“来,喝点汤水,润润喉。”
看着真心关怀他的谢娇娇,江竹微微有些愧疚:“谢谢大嫂。”
“谢什么谢,都是一家人。”
面色跟吞翔一般难看的江燃,没好气插嘴道:“装模作样。”
谢娇娇生气了。
她怒瞪向江燃。
生气的谢娇娇,脸上表情更加鲜活,脸颊鼓鼓的,水做的眸子亮晶晶的,鼓囊的胸口,也随着主人的气愤上下起伏着。
江燃瞧见了,眸色一暗。
也就谢娇娇这种漂亮有文化又家世显贵的城里知青,才配得上他。
“你嘴吃大粪了?这么臭。”
瞬间,江燃脑子的旖旎想法散去。
臭娘们,等着。
等你进了门,俺一定叫娘好好给臭婆娘立立规矩。
对自家爷们吆五喝六,反了天了。
“往哪看的?再看眼给你戳瞎!”
看见江燃眼底的欲色,江野暴怒,抓起桌子上的筷子,朝江燃飞掷而去。
筷子擦着眼角划过,江燃吓的一蹦三尺高。
回神后,江燃怒从心起,对着江大刀就开始告状。
“爷爷,你看堂弟,他想戳瞎俺。”
刚刚发生什么,江大刀眼不瞎,惦记堂弟媳妇,还敢恶人先告状,隔从前,他套了麻袋,废了他子孙根。
江大刀拍椅子,呵斥道。
“胡说什么!”
“你堂弟就和你开个玩笑。”
江燃不服:“这哪是玩笑?要不是俺躲的快,眼就被戳瞎了。”
“躲?”谢娇娇不客气的拆台:“站哪一动不动,都吓傻了,上哪躲。”
江燃一脸便秘色。
他坚持道:“那也很危险,就差一点俺眼睛就瞎了。”
“这不还没瞎嘛?瞎啦再说。”
“爷爷!”说不过的江燃,看向江大刀,等着他主持公道。
“你堂弟媳说的也没错,这不没事,都是一家人,不要计较这么多。”
江燃那个憋屈,还想争辩些什么的他,被江猛拽到身后。
顿时,热血上头的脑子被泼了一盆冷水,他装起哑巴来。
也是,他爷爷就是个偏心的!
以前,还顾忌些,现在心全歪了!
不过……
江燃极具侵略的视线落在谢娇娇身上,眼底是满满的志在必得。
“爹,小儿不懂事,回去俺定好好收拾他。
他堂弟不过给他开了个玩笑,如此斤斤计较,实在丢人现眼。

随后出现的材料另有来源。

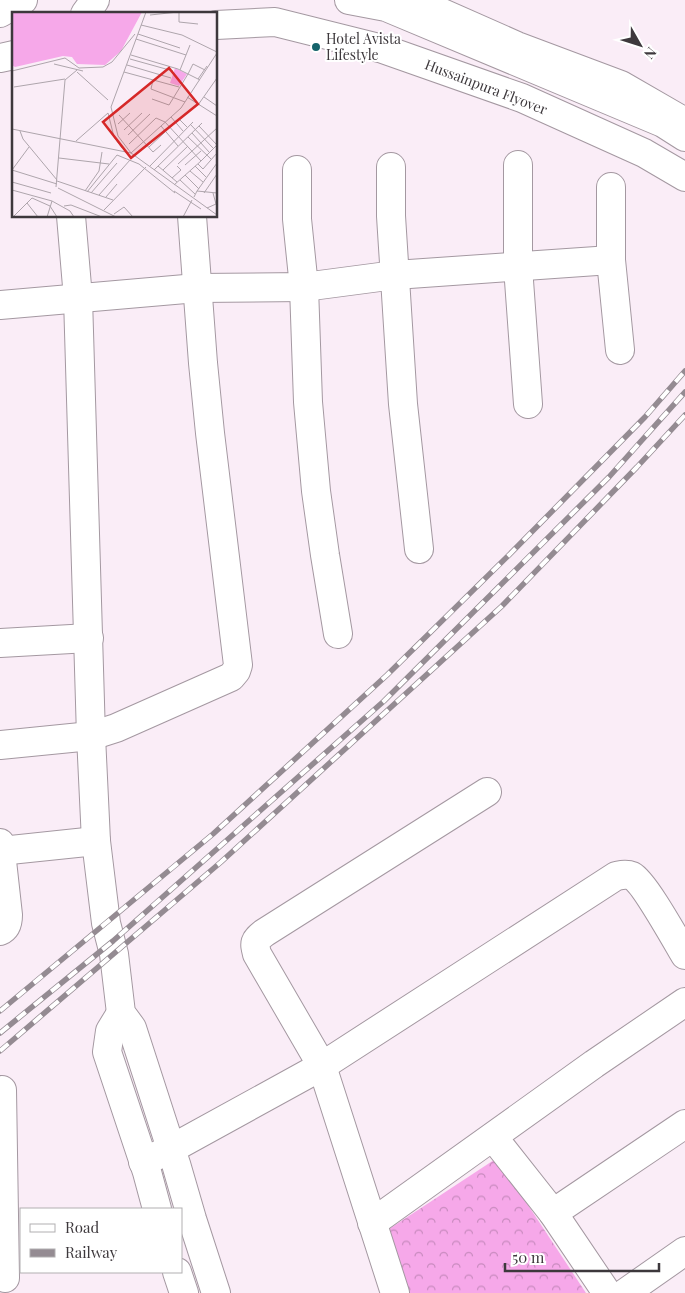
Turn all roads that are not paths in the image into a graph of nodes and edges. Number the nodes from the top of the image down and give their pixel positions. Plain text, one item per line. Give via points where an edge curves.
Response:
1 (23, 0) edge
2 (95, 0) edge
3 (349, 0) edge
4 (414, 0) edge
5 (86, 12) edge
6 (0, 13) edge
7 (218, 25) edge
8 (685, 122) edge
9 (685, 137) edge
10 (518, 165) dead end
11 (391, 167) dead end
12 (297, 170) dead end
13 (685, 177) edge
14 (611, 187) dead end
15 (71, 218) edge
16 (192, 218) edge
17 (611, 260) junction
18 (518, 266) junction
19 (395, 275) junction
20 (304, 286) junction
21 (197, 288) junction
22 (78, 298) junction
23 (0, 305) edge
24 (620, 350) dead end
25 (528, 404) dead end
26 (419, 549) dead end
27 (338, 634) dead end
28 (88, 638) junction
29 (0, 643) edge
30 (91, 736) junction
31 (0, 745) edge
32 (487, 792) dead end
33 (96, 841) junction
34 (0, 843) edge
35 (0, 851) edge
36 (0, 931) edge
37 (685, 955) edge
38 (685, 1002) edge
39 (121, 1013) junction
40 (322, 1066) junction
41 (2, 1090) dead end
42 (685, 1124) edge
43 (493, 1137) junction
44 (171, 1149) junction
45 (143, 1162) junction
46 (158, 1208) edge
47 (554, 1213) junction
48 (186, 1221) edge
49 (372, 1223) junction
50 (685, 1251) edge
51 (177, 1273) edge
52 (10, 1277) edge
53 (184, 1293) edge
54 (216, 1293) edge
55 (395, 1293) edge
56 (607, 1293) edge
57 (625, 1293) edge

1 - 6 main road
2 - 5 main road
3 - 9 main road via 386,7 663,123
4 - 8 main road via 517,46 621,85
7 - 13 main road, Hussainpura Flyover via 275,22 383,49 522,98 644,153
10 - 18 main road
11 - 19 main road
12 - 20 main road via 297,219
14 - 17 main road
15 - 22 main road
16 - 21 main road
17 - 18 main road
17 - 24 main road
18 - 19 main road
18 - 25 main road
19 - 20 main road
19 - 26 main road via 403,404
20 - 21 main road
20 - 27 main road via 308,402 316,491
21 - 22 main road
21 - 30 main road via 209,424 238,665 231,676
22 - 23 main road
22 - 28 main road
28 - 29 main road
28 - 30 main road
30 - 31 main road
30 - 33 main road
32 - 40 main road via 256,941 257,954
33 - 35 main road
33 - 39 main road
34 - 35 main road
35 - 36 main road via 8,922
37 - 40 main road via 642,886 632,876 616,876
38 - 43 main road
39 - 44 main road via 132,1028
39 - 45 main road via 110,1030 107,1052
40 - 44 main road
40 - 49 main road
41 - 52 main road
42 - 47 main road
43 - 47 main road
43 - 49 main road
44 - 45 main road
44 - 48 main road
45 - 46 main road
47 - 56 main road
48 - 54 main road
49 - 55 main road
50 - 57 main road
51 - 53 main road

”
“嗯,确实!”
惦记亲堂弟媳妇,确实皮痒,欠收拾。
江猛神色不变,薄唇轻启,放出惊天炸弹。
有种,你再说一遍?
“爹,燃儿是家里老大,该成亲了。凑巧,谢知青也愿意嫁进咱江家,不如挑个日子,叫两小辈把婚事办了。”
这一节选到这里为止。